Hastings Man Sentenced for Failing to Register
United States Attorney Joe Kelly announced that Michael Brandon Richardson, 29, formerly of Hastings, Nebraska, was sentenced today in Lincoln, Nebraska, to 2 years in prison by Senior United States District Judge Richard G. Kopf, for failing to register under the Sex Offender Registration and Notification Act (SORNA). After his release from prison, Richardson will serve five years on supervised release and still be required to register.
SORNA, also known as the Adam Walsh Protection and Safety Act, requires that a convicted sex offender register in each jurisdiction where the offender resides, where the offender is employed, or where the offender is a student, and that the sex offender maintain current registrations.
Richardson was convicted previously of Sexual Assault/Incompetent - 3rd Degree (a Misdemeanor) on January 13, 2009, in Nuckolls County District Court, Nebraska, and was required to register as a sex offender for 15 years.

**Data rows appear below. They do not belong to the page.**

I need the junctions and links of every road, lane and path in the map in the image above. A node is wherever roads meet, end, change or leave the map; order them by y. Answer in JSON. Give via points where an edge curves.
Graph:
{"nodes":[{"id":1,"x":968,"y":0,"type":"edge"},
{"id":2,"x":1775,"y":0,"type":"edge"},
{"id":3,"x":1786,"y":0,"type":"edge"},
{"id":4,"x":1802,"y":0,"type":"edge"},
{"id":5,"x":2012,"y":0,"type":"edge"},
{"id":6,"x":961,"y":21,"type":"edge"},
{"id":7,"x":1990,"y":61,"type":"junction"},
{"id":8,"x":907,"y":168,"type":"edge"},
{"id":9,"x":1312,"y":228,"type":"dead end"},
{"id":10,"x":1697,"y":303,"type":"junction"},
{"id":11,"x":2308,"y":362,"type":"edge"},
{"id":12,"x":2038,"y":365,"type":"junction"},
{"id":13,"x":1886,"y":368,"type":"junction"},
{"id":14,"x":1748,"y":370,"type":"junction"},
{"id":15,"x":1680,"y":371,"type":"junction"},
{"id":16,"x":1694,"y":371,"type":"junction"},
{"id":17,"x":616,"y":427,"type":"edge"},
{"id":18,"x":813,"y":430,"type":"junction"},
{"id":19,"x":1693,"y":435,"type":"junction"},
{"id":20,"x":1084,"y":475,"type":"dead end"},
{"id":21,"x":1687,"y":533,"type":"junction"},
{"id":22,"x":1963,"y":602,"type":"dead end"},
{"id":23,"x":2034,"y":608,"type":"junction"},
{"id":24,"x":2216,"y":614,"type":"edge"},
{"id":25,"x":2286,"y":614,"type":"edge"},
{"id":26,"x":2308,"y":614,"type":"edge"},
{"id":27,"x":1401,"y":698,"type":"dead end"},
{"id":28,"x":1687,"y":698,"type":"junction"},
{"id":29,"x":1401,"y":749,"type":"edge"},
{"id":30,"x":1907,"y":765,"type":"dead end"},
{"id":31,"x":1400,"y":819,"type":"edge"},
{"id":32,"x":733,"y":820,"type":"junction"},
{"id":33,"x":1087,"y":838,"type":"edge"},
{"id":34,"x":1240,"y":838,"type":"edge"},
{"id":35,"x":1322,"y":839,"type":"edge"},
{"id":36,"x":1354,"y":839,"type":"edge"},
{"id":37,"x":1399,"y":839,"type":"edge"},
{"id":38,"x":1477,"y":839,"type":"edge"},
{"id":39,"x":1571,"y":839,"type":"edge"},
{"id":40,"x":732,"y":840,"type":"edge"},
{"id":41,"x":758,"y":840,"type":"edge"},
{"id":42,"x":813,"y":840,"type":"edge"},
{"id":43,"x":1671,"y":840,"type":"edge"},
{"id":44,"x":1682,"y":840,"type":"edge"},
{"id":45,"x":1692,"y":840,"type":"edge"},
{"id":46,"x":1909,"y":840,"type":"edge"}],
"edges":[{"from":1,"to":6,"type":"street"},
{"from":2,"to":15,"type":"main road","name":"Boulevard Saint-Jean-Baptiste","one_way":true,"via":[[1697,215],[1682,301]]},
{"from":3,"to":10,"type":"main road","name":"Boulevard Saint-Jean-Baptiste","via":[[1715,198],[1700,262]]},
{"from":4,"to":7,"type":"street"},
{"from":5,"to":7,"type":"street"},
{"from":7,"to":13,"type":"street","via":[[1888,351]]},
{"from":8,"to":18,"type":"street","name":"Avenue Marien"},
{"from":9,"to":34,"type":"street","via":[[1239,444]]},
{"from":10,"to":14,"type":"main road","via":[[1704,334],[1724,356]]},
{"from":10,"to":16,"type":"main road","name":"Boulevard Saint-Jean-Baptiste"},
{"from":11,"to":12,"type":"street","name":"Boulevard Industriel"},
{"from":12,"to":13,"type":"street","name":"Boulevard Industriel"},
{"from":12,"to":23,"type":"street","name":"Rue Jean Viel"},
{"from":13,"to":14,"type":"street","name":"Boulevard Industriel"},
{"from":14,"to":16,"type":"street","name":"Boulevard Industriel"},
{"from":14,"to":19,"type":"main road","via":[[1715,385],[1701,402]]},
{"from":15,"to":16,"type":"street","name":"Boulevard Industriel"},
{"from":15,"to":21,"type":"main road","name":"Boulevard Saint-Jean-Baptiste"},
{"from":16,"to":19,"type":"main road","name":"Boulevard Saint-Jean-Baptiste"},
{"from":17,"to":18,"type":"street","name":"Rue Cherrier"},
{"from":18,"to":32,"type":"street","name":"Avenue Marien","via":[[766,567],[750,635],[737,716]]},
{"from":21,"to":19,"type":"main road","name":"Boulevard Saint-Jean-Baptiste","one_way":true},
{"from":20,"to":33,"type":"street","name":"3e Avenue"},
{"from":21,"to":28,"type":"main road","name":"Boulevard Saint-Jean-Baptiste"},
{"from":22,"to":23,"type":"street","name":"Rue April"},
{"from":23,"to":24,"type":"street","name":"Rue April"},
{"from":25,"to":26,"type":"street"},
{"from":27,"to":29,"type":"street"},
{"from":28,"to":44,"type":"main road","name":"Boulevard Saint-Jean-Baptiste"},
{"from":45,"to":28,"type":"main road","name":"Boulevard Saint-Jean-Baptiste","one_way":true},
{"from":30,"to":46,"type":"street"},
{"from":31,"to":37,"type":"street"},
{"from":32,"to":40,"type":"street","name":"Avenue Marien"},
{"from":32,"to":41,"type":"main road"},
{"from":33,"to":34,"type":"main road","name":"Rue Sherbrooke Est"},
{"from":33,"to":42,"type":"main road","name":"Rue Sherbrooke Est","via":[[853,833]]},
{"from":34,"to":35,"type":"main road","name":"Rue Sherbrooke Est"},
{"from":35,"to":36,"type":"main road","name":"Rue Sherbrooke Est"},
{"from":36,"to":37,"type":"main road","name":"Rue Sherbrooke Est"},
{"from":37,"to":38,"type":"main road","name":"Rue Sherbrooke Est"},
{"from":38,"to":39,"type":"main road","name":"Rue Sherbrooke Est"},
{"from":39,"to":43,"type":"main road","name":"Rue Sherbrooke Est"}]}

After that conviction, Richardson relocated to Georgia where he initially registered but then failed to re-register, and a warrant was issued. In February, 2018, the Nebraska State Patrol was informed by Georgia law enforcement that Richardson appeared to have obtained a Nebraska driver’s license in November, 2017, and had listed an address in Hastings. After investigation it appeared that Richardson had been living and working in Hastings since June of 2017, but was now living in Superior, Nebraska. The Nebraska State Patrol confirmed that Richardson had not registered as a sex offender in Nebraska since his return from Georgia. Richards was arrested by the U.S. Marshals in August, 2018, and has remained in custody since that time.
This case was investigated by the Nebraska State Patrol and the United States Marshals Service.

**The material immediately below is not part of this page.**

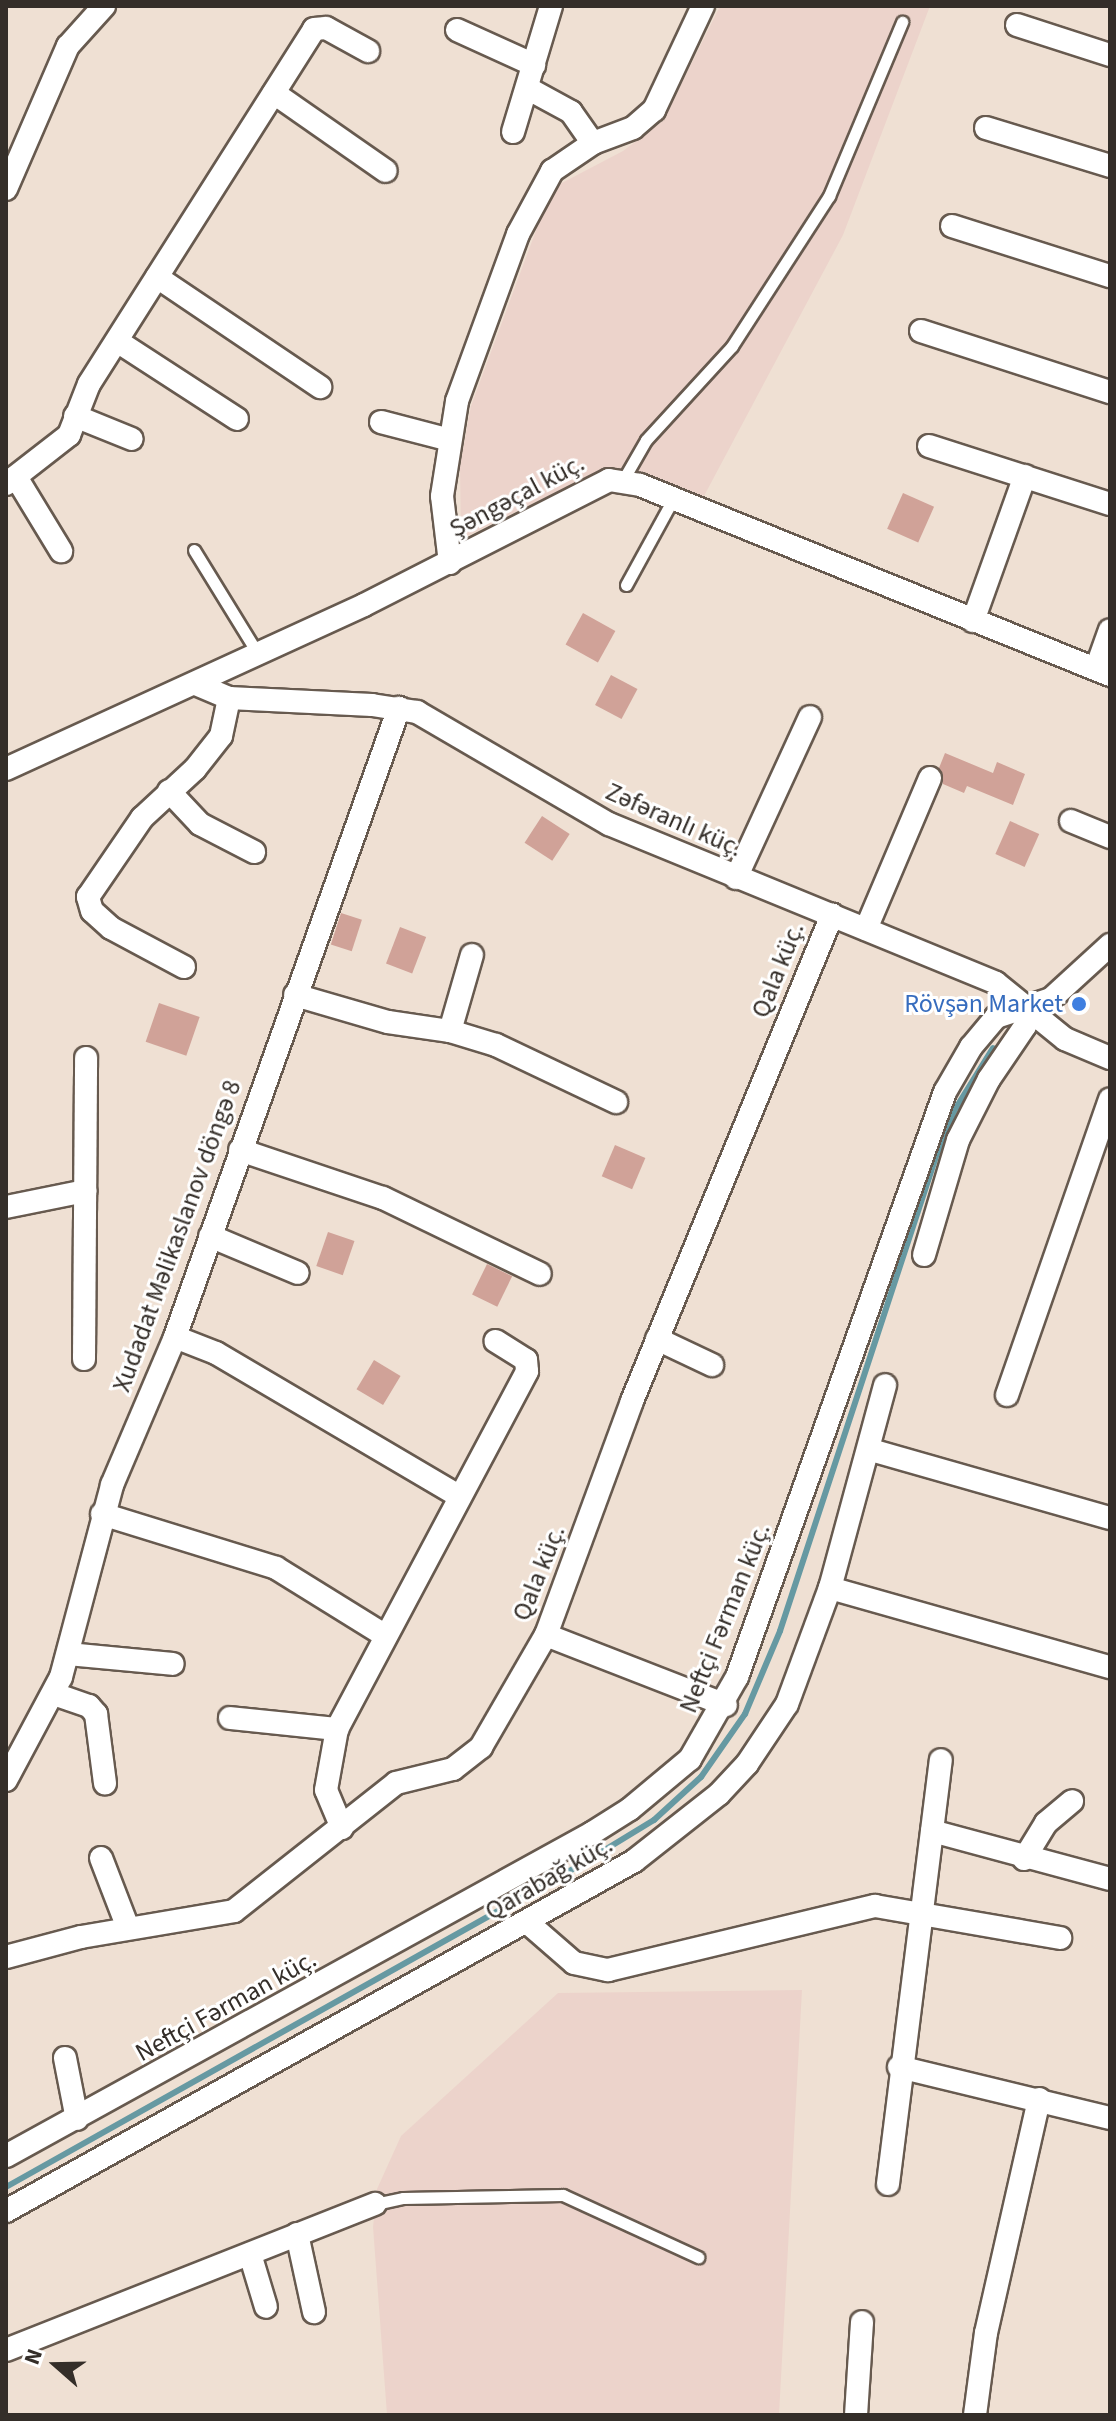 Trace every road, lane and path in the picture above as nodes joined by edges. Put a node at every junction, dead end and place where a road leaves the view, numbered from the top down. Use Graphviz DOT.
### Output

This case was brought as part of Project Safe Childhood, a nationwide initiative to combat the growing epidemic of child sexual exploitation and abuse launched in May 2006 by the Department of Justice. Led by United States Attorneys’ Offices and the Criminal Division's Child Exploitation and Obscenity Section (CEOS), Project Safe Childhood marshals federal, state and local resources to better locate, apprehend and prosecute individuals who exploit children via the Internet, as well as to identify and rescue victims. For more information about Project Safe Childhood, please visit www.projectsafechildhood.gov.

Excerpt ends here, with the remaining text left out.